Do cativeiro ao mar: aclimatização aumenta sucesso de repovoamento com meros no sudoeste alentejano



Um novo estudo, liderado por investigadores do MARE, da Faculdade de Ciências da Universidade de Lisboa (CIÊNCIAS ULisboa) e da Universidade de Évora, em colaboração com investigadores do IPMA, publicado na revista Aquatic Conservation: Marine and Freshwater Ecosystems, revela que períodos de aclimatização em jaulas no mar podem fazer toda a diferença no sucesso das ações de repovoamento com meros (Epinephelus marginatus) criados em cativeiro.

O mero é uma espécie emblemática e ameaçada, com estatuto de conservação “Em Perigo” na Europa que, apesar de estar protegida em Áreas Marinhas Protegidas, como o Parque Marinho do Sudoeste Alentejano e Costa Vicentina, onde a sua captura é interdita desde 2011, a sua recuperação é demorada devido ao crescimento lento, maturação tardia e comportamento territorial.

“O mero-legítimo está, para o meio marinho, como o lince-ibérico está para o meio terrestre”. É um predador de topo e a sua presença é indicadora de uma elevada qualidade ecológica do ecossistema aquático”, afirma Bernardo Quintella, investigador do MARE-ULisboa/ARNET e coordenador do estudo, citado em comunicado.

No âmbito deste trabalho foram libertados no Porto de Sines 15 meros adultos produzidos na Estação Piloto de Piscicultura de Olhão (IPMA/EPPO), previamente marcados com dispositivos eletrónicos que permitiram monitorizar os seus movimentos na área de libertação.

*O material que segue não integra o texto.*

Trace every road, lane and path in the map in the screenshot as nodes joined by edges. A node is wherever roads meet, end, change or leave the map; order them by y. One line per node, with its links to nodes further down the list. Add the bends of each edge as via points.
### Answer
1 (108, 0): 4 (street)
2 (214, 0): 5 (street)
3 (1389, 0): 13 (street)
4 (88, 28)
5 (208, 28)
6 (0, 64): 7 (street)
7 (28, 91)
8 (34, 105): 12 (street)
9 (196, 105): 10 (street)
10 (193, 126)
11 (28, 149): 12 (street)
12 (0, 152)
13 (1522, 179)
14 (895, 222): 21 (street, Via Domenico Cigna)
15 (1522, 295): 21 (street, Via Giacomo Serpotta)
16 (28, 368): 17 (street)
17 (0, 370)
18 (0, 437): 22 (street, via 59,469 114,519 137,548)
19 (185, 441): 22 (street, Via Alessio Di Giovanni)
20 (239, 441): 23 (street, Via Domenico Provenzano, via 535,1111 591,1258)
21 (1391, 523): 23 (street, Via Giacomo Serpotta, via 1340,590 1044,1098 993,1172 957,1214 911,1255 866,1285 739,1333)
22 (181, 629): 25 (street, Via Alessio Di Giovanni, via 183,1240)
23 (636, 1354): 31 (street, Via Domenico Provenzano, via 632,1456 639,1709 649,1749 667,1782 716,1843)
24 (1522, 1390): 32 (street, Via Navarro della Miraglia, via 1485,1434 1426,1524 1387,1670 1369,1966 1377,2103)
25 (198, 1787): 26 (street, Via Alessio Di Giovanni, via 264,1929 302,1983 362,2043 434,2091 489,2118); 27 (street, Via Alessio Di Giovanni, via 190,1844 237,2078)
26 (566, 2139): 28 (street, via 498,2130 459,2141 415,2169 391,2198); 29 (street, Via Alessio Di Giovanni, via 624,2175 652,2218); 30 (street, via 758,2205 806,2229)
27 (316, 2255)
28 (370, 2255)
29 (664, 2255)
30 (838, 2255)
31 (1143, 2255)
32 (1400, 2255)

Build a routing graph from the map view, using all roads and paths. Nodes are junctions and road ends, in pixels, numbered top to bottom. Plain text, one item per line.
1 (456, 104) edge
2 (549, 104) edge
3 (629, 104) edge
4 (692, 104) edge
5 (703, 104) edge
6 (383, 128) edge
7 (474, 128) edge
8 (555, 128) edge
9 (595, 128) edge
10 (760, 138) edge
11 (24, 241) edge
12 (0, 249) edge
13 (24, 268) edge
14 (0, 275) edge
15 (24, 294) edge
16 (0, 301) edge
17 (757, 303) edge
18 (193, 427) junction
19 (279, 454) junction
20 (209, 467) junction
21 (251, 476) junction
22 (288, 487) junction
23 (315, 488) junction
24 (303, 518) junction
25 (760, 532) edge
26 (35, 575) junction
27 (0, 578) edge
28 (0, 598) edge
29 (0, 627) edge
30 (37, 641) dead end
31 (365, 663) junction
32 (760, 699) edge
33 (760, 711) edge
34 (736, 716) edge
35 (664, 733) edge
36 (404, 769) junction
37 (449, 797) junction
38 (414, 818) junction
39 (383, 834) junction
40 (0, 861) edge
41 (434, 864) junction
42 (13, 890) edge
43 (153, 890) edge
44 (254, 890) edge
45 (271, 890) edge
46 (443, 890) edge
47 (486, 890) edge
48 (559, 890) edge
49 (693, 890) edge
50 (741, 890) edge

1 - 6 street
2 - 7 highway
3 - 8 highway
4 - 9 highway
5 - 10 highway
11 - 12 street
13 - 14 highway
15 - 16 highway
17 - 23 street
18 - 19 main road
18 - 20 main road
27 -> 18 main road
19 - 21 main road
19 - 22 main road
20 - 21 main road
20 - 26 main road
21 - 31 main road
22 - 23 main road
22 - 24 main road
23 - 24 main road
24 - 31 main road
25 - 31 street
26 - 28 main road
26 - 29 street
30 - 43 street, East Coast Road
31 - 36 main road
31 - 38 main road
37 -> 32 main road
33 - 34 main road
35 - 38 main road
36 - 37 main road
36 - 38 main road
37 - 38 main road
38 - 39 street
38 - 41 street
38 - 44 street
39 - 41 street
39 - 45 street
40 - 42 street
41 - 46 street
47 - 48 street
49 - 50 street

Oito desses exemplares foram previamente expostos ao ambiente natural em jaulas de piscicultura durante cinco semanas, enquanto os restantes foram libertados diretamente no mar.

“Os resultados foram claros: metade dos meros que passaram pela fase de aclimatização continuava a ser detetada no local de libertação dez meses após o repovoamento, e um deles permaneceu na zona por mais de dois anos. Em contraste, os indivíduos não aclimatizados dispersaram rapidamente, muitos em menos de dois dias”, afirma Ana Filipa Silva, investigadora do MARE-ULisboa/ARNET, aluna de doutoramento e primeira autora do estudo.

A equipa recorreu à biotelemetria acústica para acompanhar os movimentos dos peixes, detetando mais de 200 mil sinais ao longo do estudo. A presença prolongada dos meros aclimatizados no local de libertação indica que este método pode ser decisivo para melhorar a eficácia de projetos de restauro que envolvam ações de repovoamento.

“Este trabalho representa um avanço concreto nas estratégias de conservação marinha”, destaca Bernardo Quintella. “Ao garantir que os peixes reconhecem o habitat e permanecem nas áreas protegidas, aumentamos a probabilidade de sucesso reprodutivo e de recuperação das populações.”, reforça o investigador.

Tal torna-se particularmente importante no Parque Marinho do Sudoeste Alentejano e Costa Vicentina, onde a abundância e o tamanho dos meros têm diminuído. Segundo João Castro, investigador do MARE-UÉvora/ARNET e membro da equipa de investigação, “Como a espécie tem um elevado valor para a pesca e para o mergulho recreativo, a sua recuperação também pode ser economicamente importante a nível regional”.

Segundo Bernardo Quintella, “A conservação desta espécie terá de passar necessariamente por uma abordagem mais integrada, dirigida ao ecossistema marinho no seu todo. O que estamos a fazer é tentar acelerar a recuperação do mero numa área marinha protegida.”

Este trabalho estabelece um novo padrão para iniciativas de conservação de espécies marinhas associadas a habitats recifais e de elevado valor ecológico, ao demonstrar que a aclimatização no mar promove a fixação dos peixes no habitat, com aplicação potencial a outras espécies de interesse ecológico e comercial.

O estudo foi realizado em articulação com o ICNF, no âmbito dos projetos MARSW e ATLAZUL, com financiamento do POSEUR, INTERREG, Fundo Ambiental e dos municípios de Odemira, Aljezur e Vila do Bispo. A infraestrutura de biotelemetria foi assegurada pela rede CoastNet, tendo o trabalho contado, ainda, com o apoio técnico da empresa de aquacultura Seaculture e da Administração dos Portos de Sines e do Algarve.